Confrontado com a sua derrota nesta noite eleitoral, André Ventura, em declarações aos jornalistas à saída da Igreja de São Nicolau, em Lisboa, onde assistiu à missa com a mulher, garantiu que vai continuar o seu trabalho, “para convencer o país” que é preciso mudar.
“É preciso perceber o equilíbrio da distribuição de votos e de opções das pessoas. Procurei, nesta campanha, criar uma linha alternativa, dizer que era preciso mudar o país, que era preciso, na grande maioria das áreas em que estamos habituados a ver governar mal, que era preciso um tipo de Presidência diferente. Mesmo com uma subida muito significativa, face não só às legislativas, quer face à primeira volta, segundo tudo indica consegui essa subida, mas não consegui o que queria, que era vencer estas eleições. Temos de continuar a trabalhar para convencer o país que é preciso esta mudança”, referiu.

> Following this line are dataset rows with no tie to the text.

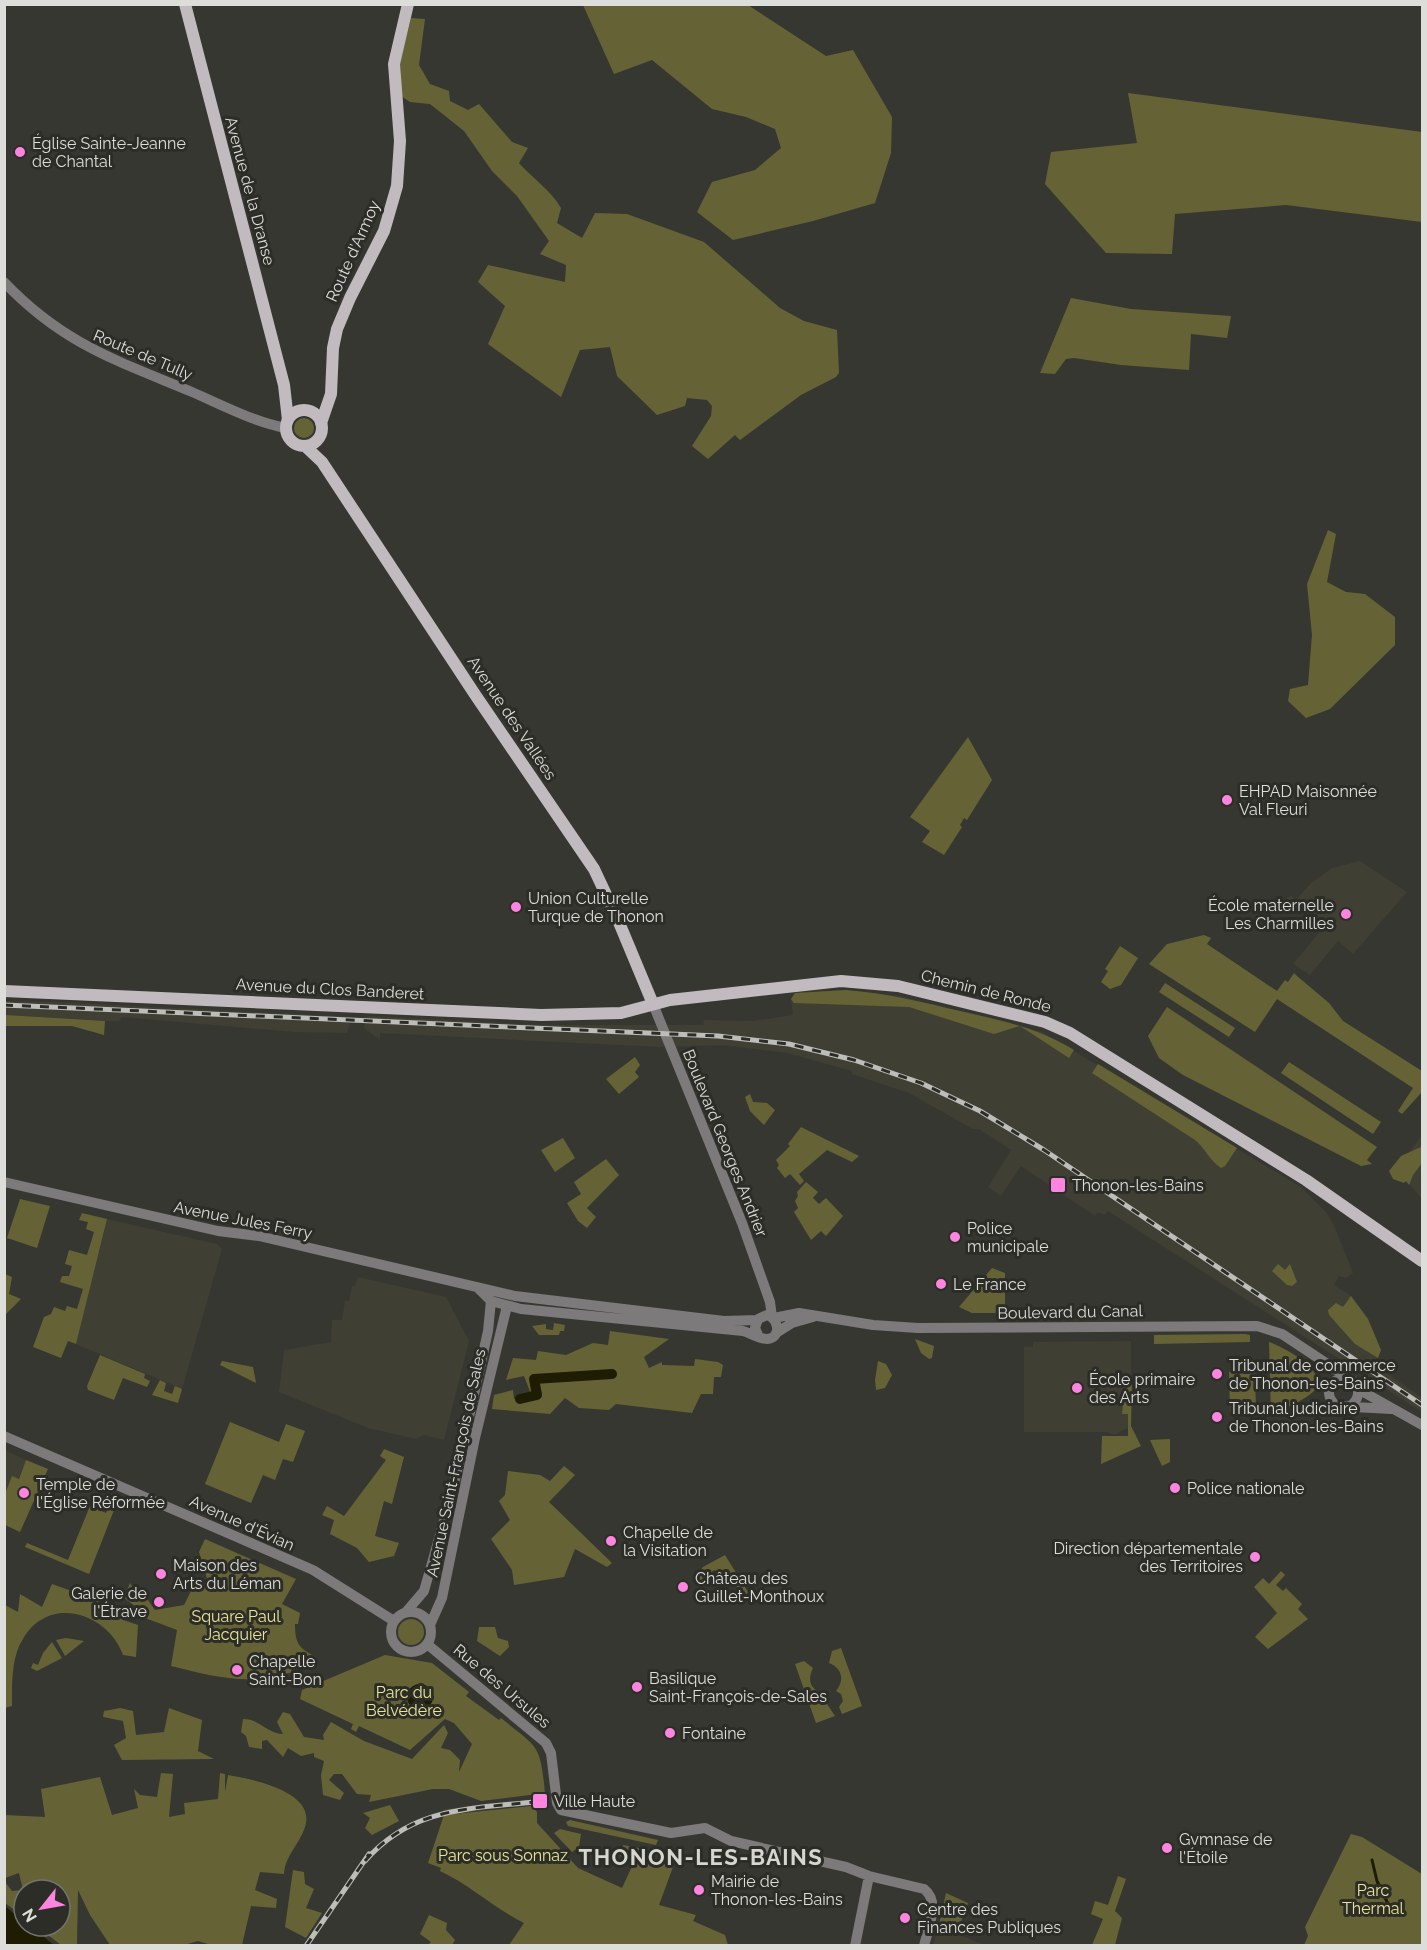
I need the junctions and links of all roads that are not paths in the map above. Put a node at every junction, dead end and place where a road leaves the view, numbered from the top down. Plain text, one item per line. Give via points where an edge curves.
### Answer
1 (184, 4) edge
2 (408, 4) edge
3 (4, 282) edge
4 (284, 386) junction
5 (327, 403) junction
6 (307, 411) junction
7 (321, 423) junction
8 (287, 424) junction
9 (319, 438) junction
10 (305, 446) junction
11 (322, 462) junction
12 (4, 991) edge
13 (652, 1005) junction
14 (4, 1182) edge
15 (1422, 1261) edge
16 (477, 1286) junction
17 (767, 1293) junction
18 (491, 1301) junction
19 (507, 1306) junction
20 (799, 1313) junction
21 (645, 1316) junction
22 (773, 1317) junction
23 (816, 1317) junction
24 (758, 1319) junction
25 (776, 1333) junction
26 (758, 1335) junction
27 (1316, 1357) junction
28 (1346, 1378) junction
29 (1330, 1386) junction
30 (1358, 1389) junction
31 (1350, 1406) junction
32 (1391, 1409) junction
33 (1422, 1425) edge
34 (4, 1436) edge
35 (406, 1612) junction
36 (394, 1621) junction
37 (430, 1625) junction
38 (427, 1644) junction
39 (869, 1876) junction
40 (855, 1946) edge
41 (924, 1946) edge

1 - 4 main road, Avenue de la Dranse
2 - 5 main road, Route d'Armoy via 394,64 400,141 397,186 384,231 337,329 332,390
3 - 8 street, Route de Tully via 40,317 81,345 217,403
4 - 6 main road, Avenue de la Dranse
4 - 8 main road, Avenue de la Dranse
5 - 6 main road
5 - 7 main road, Route d'Armoy
6 - 7 main road
6 - 8 main road via 295,413
7 - 9 main road
8 - 10 main road via 292,441
9 - 10 main road
9 - 11 main road, Avenue des Vallées
10 - 11 main road, Avenue des Vallées
11 - 13 main road, Avenue des Vallées via 594,869
12 - 13 main road, Avenue du Clos Banderet via 542,1015 621,1013
13 - 15 main road, Chemin de Ronde via 816,982 854,981 898,986 1045,1022 1077,1037 1306,1180
13 - 17 street, Boulevard Georges Andrier
14 - 16 street, Avenue Jules Ferry
16 - 18 street, Avenue Jules Ferry
16 - 21 street, Avenue Jules Ferry via 526,1298
17 - 20 street via 777,1303
17 - 22 street, Boulevard Georges Andrier
17 - 24 street
18 - 19 street, Avenue Jules Ferry
18 - 35 street, Avenue Saint-François de Sales via 488,1331 452,1492 424,1591
19 - 21 street, Avenue Jules Ferry
19 - 37 street, Avenue Saint-François de Sales via 442,1598
20 - 22 street, Boulevard du Canal
20 - 23 street, Boulevard du Canal
21 - 24 street, Avenue Jules Ferry
21 - 26 street, Avenue Jules Ferry
22 - 24 street
22 - 25 street via 778,1325
23 - 25 street, Boulevard du Canal via 792,1323
23 - 27 street, Boulevard du Canal via 907,1328 1255,1325 1278,1332
24 - 26 street
25 - 26 street via 768,1338
27 - 28 street, Boulevard du Canal
27 - 29 street, Boulevard du Canal via 1329,1377
28 - 29 street via 1336,1379
28 - 30 street
29 - 31 street via 1332,1403
30 - 31 street
30 - 32 street
31 - 32 street
32 - 33 street
34 - 36 street, Avenue d'Évian via 313,1570
35 - 36 street
35 - 37 street via 420,1614
36 - 38 street via 391,1635 400,1648 413,1652
37 - 38 street
38 - 39 street, Rue des Ursules via 544,1741 551,1755 555,1794 561,1810 663,1832 705,1828 739,1843 846,1867
39 - 40 street
39 - 41 street via 921,1888 931,1896 934,1904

Reconhecendo diferenças “de opiniões, de ideias”, “de forma de vida” entre si e António José Seguro, André Ventura disse que vai respeitar a opinião do povo, que é “soberano” e vai parabenizar o seu adversário pela vitória. “Se o povo escolheu António José Seguro é ele que será presidente e eu espero que seja um bom presidente para o país porque o país precisa”, referiu, assumindo a derrota. “O outro candidato, o candidato socialista venceu. E eu tenho de assumir isso, independentemente do que aconteça com a Direita e com a liderança da Direita”, concluiu.